Only about one-fourth of children participating in organized sports such as baseball, softball or soccer are getting the government-recommended amount of physical activity during team practices, according to a new study.
Children and teens should get at least 60 minutes of moderate to vigorous physical activity every day, national guidelines say. But the study found that only 24 percent of youth in organized sports meet that recommendation.
"Based on current findings, it appears that youth sports practices are making a less-than-optimal contribution to the public health goals of increasing physical activity and preventing childhood obesity," researchers from San Diego State University and the University of California, San Diego, wrote in the study.
The researchers documented the physical activity of 200 kids ages 7 to 14 who played on 29 soccer, baseball or softball teams. They measured the youths' activity by having them wear accelerometers small devices designed to detect motion around their waists. Parents provided demographic, age, racial/ethnic, height and weight information about their children.
Overall, only 24 percent of the kids met the guidelines. Fewer than 10 percent of participants ages 11 to 14 and fewer than 2 percent of girl softball players reached the guideline, the study said.
Practices varied in length ranging from 40 minutes to 130 minutes for soccer and 35 minutes to 217 minutes for baseball or softball. But kids were active for less than half the length of practices.
On average, youths were moderately to vigorously active for 45.1 minutes per practice, which is 46.1 percent of the practice time. Soccer players were active for an average of 13.7 more minutes and 10.6 percent more of practice time than baseball or softball players, the study said.
There were also differences in age and gender boys were active 10.7 more minutes and 7.8 percent more of practice time than girls, the study said.
Kids ages 7 to 10 spent 7 more minutes and 5.8 percent more of practice time engaging in moderate to vigorous physical activity than those ages 11 to 14, according to the study.
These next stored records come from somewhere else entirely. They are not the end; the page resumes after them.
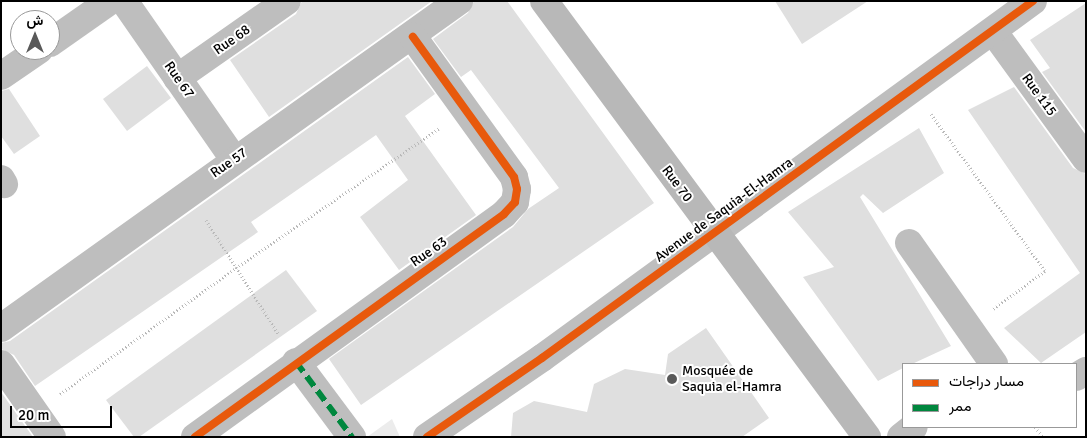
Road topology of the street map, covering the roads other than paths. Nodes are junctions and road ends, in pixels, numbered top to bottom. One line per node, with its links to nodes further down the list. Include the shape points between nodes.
1 (110, 1): 8 (street)
2 (124, 1): 12 (street, Rue 67)
3 (459, 1): 9 (street, Rue 57)
4 (544, 1): 15 (street, Rue 70)
5 (1033, 1): 7 (street, Avenue de Saquia-El-Hamra)
6 (271, 6): 12 (street, Rue 68)
7 (993, 31): 14 (street, Rue 115); 15 (street, Avenue de Saquia-El-Hamra)
8 (60, 36)
9 (413, 37): 13 (street, Rue 57); 18 (street, Rue 63, via 514,177 517,189 515,202 504,214)
10 (24, 60): 11 (street)
11 (1, 76)
12 (178, 78): 13 (street, Rue 67)
13 (234, 159): 17 (street, Rue 57)
14 (1086, 159)
15 (713, 233): 25 (street, Avenue de Saquia-El-Hamra); 26 (street, Rue 70)
16 (909, 243): 19 (street)
17 (1, 328)
18 (296, 362): 23 (street, Rue 63); 24 (street)
19 (993, 363)
20 (1, 364): 22 (street)
21 (913, 428): 27 (street)
22 (52, 437)
23 (195, 437)
24 (352, 437)
25 (427, 437)
26 (867, 437)
27 (901, 437)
The researchers hope the findings will spur change in the design of youth sports to increase physical activity.
"The health effects of youth sports could be improved by adopting policies and practices that ensure youth obtain sufficient physical activity during practices," they wrote.
These improvements might include emphasizing participation over competition, creating teams for all skill levels and for all age groups, providing access for low-income youth, using pedometers and accelerometers to measure physical activity and providing coaches with strategies to increase physical activity, they said.
The study was published online Dec. 6 in the journal Archives of Pediatrics & Adolescent Medicine.
Pass it on: Just because your child is on a sports team, doesn't mean he or she is getting enough exercise. Make sure he or she gets 60 minutes of moderate to rigorous physical activity a day.